Box Office Democracy: The Boxtrolls
The Boxtrolls is a movie that always felt like enjoyment was just beyond my grasp. It has so many things going on and I never felt like I got quite enough information or context to really appreciate them. This ended up making me feel very old because I probably wouldn’t have gotten caught up on that as a child. Back then, I would have just considered each thing, found it pleasing or displeasing and moved on but now while they’re giving me a cross-dressing villain or an oddball pseudo-murder montage and I’m still thinking about how weird it is that everything in this entire world is somehow cheese-based.
Chief among the distracting details in this movie is how wretched the status quo is that the heroes are ultimately trying to defend. Snatcher, the villain, wants to exterminate the boxtrolls so he can join the “white hat” class of aristocracy that rules Cheesebridge. By the end of the movie it kind of blurs, we’re of course rooting for the boxtrolls so we’re also rooting for Snatcher to be kept out of the upper class. The problem comes with how terrible the white hats are and the movie puts us on their side in an odd way. I don’t like sitting in a kids’ movie rooting for a group of people who decided to spend money collected for a hospital on a colossal wheel of brie. The end of the movie doesn’t even give the impression that things have actually changed. It’s a bummer.

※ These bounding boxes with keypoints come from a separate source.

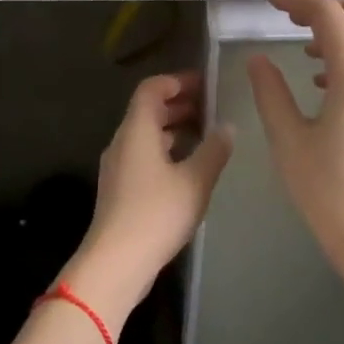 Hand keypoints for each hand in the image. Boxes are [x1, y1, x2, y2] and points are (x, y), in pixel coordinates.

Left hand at [62, 72, 233, 326]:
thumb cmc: (156, 214)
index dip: (177, 81)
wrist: (116, 262)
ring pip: (146, 135)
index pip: (151, 89)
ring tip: (206, 135)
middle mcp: (122, 142)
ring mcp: (118, 167)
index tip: (205, 84)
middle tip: (212, 107)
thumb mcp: (195, 181)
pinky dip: (166, 151)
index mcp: (137, 130)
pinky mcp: (120, 189)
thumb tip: (227, 127)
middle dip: (179, 104)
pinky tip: (189, 167)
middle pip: (147, 111)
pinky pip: (144, 156)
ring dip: (174, 129)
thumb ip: (214, 150)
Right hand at [246, 0, 343, 324]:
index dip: (297, 0)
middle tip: (292, 17)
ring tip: (308, 52)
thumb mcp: (288, 140)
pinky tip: (328, 86)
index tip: (269, 0)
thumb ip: (271, 92)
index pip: (328, 16)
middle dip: (328, 8)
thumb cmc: (328, 192)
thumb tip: (259, 59)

I love stop motion animation and I’m glad to see Laika Studios continuing to carry that torch despite what must be the increasingly siren call of computer animation. There’s a lovely coda scene where two minor characters discuss what it would be like if their lives were controlled by unseen hands and the camera pulls back and shows the time lapse of the animators endlessly posing and reposing the figures for even this simple shot and it’s completely mind-blowing. I enjoy knowing that level of effort went in to the film and it makes it easy to forgive little visual hiccups (like some really odd color choices on facial highlighting) that I would be going after as hard as I could with a CG animated film. Stop motion makes even a big studio film feel like a labor of love and that’s worth a lot after seeing one too many films aimed at children that feel like a quick money grab.
While we’re talking about money grabs though I need to talk about the Minion-sized elephant in the room when discussing The Boxtrolls which is that the titular characters seems awfully similar to Dreamworks’ little yellow cash machines. They’re approximately the same size, they also speak largely in nonsense, are obsessively taken with mundane objects, and are prone to fits of slapstick. None of these were invented by the Despicable Me movies, they’re probably all older than the written word, but it feels like a hell of a coincidence after those annoying yellow misfits have become theme-park-ride-worthy franchise stealers. It might not be the raison d’etre for this movie but some bean counter at Laika has to at least be hoping.